Galileo’s win was huge. Not only was he O’Brien’s first, he was also the first Derby winner who was owned by Sue Magnier and Michael Tabor, he was Ballydoyle’s first since Golden Fleece almost 20 years earlier, and he was Sadler’s Wells’s first, giving a sense of completion to the CV of the most influential stallion of the modern age. Then High Chaparral came along the following year and provided a second for all.
There were three Ballydoyle representatives in the Epsom Derby that year, and two of them, High Chaparral and Hawk Wing, dominated the market and the race. They had the race to themselves for the length of the home straight, and they finished 12 lengths clear of their rivals. As a sign of strength and superiority, it was immense; as an indication of things to come, it was ominous.
It is a little incongruous, then, that Team Ballydoyle haven’t won the Epsom Derby since. Various theories have been advanced as to why that is. Perhaps the race comes up so early in the season that it doesn’t fit in with the Ballydoyle slow-burn policy. Or perhaps the typical Ballydoyle horse tends to suit The Curragh more than Epsom. Because of their respective configurations, Epsom demands more speed than The Curragh, where stamina and courage rule, and the ability to maintain a gallop is more important than any other talent.

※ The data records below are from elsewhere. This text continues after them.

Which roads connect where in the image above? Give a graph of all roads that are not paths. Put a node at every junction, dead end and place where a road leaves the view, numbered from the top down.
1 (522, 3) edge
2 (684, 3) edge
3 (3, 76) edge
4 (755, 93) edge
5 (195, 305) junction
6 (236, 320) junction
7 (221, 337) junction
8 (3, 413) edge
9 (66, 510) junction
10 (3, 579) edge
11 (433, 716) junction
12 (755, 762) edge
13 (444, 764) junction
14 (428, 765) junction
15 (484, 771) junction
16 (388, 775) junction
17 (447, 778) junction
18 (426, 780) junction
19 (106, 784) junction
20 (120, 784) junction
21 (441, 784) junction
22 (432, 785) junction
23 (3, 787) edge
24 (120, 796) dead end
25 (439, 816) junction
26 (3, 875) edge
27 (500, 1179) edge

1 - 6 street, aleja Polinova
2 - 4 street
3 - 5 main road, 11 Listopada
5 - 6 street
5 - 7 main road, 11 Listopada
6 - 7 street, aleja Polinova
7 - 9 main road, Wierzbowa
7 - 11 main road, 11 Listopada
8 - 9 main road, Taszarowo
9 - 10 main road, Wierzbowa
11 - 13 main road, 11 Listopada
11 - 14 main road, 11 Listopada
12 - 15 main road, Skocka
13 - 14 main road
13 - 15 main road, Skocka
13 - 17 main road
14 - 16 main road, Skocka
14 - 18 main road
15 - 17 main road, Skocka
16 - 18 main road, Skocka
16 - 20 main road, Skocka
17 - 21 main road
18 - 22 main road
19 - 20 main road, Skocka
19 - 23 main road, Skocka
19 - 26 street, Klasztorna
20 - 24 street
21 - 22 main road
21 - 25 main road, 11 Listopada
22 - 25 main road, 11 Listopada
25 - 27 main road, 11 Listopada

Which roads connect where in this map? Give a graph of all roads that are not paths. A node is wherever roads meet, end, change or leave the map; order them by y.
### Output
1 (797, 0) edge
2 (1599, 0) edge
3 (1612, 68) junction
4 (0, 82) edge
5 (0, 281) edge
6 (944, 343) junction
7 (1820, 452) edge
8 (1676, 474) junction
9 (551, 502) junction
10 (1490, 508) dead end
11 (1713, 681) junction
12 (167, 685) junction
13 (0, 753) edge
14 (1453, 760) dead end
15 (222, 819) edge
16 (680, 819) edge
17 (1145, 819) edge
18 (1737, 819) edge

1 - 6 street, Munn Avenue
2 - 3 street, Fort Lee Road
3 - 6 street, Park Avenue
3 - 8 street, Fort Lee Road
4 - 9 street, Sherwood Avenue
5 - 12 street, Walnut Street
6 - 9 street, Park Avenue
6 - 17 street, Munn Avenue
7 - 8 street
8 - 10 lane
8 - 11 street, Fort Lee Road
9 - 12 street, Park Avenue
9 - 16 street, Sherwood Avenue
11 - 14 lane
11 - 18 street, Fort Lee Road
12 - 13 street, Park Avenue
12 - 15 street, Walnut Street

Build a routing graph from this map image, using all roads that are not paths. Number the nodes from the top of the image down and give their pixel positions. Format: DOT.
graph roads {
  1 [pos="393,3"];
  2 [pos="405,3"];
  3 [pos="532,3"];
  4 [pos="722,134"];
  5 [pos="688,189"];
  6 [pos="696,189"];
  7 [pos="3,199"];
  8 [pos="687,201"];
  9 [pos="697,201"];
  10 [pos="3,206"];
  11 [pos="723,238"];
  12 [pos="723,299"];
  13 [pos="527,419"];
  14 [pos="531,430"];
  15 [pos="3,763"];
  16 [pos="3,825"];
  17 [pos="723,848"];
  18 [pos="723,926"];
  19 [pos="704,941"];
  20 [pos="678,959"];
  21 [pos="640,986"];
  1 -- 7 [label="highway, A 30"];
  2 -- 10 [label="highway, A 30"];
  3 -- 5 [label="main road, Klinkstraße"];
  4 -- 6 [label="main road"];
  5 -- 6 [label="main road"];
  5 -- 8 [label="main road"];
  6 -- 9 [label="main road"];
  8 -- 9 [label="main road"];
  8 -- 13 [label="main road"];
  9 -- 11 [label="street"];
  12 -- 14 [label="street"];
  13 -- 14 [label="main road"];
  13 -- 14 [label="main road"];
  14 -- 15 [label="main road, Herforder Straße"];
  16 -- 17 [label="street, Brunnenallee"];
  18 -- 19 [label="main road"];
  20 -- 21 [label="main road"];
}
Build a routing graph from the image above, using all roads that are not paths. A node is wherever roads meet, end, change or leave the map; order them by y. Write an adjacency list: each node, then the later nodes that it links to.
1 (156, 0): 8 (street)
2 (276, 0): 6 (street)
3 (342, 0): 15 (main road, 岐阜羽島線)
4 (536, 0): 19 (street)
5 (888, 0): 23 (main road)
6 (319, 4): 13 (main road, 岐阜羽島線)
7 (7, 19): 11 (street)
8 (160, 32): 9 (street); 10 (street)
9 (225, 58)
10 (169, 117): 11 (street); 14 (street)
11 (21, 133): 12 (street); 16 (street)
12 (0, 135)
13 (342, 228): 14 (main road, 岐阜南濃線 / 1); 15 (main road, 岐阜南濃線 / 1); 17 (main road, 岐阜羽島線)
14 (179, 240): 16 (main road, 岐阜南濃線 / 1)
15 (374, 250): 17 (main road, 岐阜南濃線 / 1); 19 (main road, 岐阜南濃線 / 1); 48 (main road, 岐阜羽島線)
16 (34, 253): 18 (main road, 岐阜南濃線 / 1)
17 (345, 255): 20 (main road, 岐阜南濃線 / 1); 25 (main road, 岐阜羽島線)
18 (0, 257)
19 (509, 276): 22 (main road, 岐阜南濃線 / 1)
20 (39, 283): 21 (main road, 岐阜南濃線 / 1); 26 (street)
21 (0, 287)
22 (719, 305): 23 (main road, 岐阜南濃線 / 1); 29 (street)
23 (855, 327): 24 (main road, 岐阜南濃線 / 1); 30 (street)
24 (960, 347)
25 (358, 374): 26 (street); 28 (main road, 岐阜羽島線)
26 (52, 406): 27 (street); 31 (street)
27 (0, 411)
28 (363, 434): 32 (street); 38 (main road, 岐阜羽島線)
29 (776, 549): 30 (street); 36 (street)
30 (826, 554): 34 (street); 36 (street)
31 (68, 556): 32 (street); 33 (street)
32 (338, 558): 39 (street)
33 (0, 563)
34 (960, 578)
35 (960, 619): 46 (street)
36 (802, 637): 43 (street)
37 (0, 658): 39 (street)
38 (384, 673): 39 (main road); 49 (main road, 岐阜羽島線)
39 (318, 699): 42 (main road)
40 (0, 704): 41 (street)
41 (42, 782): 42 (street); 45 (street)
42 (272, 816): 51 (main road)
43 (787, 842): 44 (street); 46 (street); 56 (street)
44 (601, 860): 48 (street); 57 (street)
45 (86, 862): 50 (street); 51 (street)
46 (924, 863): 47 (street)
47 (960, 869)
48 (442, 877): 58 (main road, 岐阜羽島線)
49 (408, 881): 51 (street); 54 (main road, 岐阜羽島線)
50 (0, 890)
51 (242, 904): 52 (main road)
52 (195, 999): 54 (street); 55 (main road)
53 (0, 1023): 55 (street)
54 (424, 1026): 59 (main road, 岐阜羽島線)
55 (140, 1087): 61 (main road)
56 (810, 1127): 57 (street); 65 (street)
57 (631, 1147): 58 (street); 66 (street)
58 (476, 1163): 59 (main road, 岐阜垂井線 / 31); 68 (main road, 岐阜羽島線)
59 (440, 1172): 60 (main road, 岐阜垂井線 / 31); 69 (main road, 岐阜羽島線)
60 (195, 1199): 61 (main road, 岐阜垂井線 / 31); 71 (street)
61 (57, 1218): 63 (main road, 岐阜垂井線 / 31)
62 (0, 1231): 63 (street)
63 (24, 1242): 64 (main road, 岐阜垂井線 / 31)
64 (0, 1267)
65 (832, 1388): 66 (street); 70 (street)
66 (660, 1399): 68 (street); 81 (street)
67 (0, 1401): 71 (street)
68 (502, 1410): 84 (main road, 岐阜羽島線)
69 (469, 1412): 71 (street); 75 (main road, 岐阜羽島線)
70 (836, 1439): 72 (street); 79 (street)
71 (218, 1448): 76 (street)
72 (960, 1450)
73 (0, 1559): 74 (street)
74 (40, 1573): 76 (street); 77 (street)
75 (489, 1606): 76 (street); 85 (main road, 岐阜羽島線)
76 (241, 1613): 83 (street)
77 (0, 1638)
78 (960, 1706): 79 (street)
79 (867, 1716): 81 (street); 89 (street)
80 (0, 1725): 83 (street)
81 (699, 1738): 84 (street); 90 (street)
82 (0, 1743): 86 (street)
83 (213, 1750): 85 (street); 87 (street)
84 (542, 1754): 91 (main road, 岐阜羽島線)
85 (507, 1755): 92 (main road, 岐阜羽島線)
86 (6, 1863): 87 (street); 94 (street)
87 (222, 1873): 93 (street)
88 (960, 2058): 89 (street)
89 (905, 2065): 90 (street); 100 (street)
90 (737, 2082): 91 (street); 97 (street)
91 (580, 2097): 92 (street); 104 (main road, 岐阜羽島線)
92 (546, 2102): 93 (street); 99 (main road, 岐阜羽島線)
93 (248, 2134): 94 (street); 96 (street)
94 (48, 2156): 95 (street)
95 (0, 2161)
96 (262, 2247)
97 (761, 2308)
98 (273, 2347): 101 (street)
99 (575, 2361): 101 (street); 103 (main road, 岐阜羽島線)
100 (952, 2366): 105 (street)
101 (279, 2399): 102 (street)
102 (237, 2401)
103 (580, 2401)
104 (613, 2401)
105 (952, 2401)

One possible reason that hasn’t been widely proposed: happenstance. Bad luck. The Derby comes around just once a year, you get one shot at winning it every 12 months, it doesn’t happen for you one day, the next day you don’t have the right horse, and suddenly people are talking in terms of years. It’s a bit like JP McManus and the Grand National: why hadn’t he won it before this year? Because it’s not easy, that’s why.
And Aidan O’Brien has gone mighty close on numerous occasions in the last few years. In 2003, he sent out The Great Gatsby to finish second to Kris Kin. In 2006, Dylan Thomas was beaten a short head and a head. In 2007 Eagle Mountain was second to Authorized. Last year, Ballydoyle would have had the first four home in the Derby were it not for the presence of the once-in-a-generation superstar that was Sea The Stars. This year, At First Sight finished second to Workforce, and three of the first five home were Ballydoyle horses. If the ball had hopped differently, if everything had gone in his favour, it is only stretching it a little to say that O’Brien could have trained five of the last eight Epsom Derby winners instead of none.
If you continue to pepper the target, sooner or later you are sure to hit the bullseye again.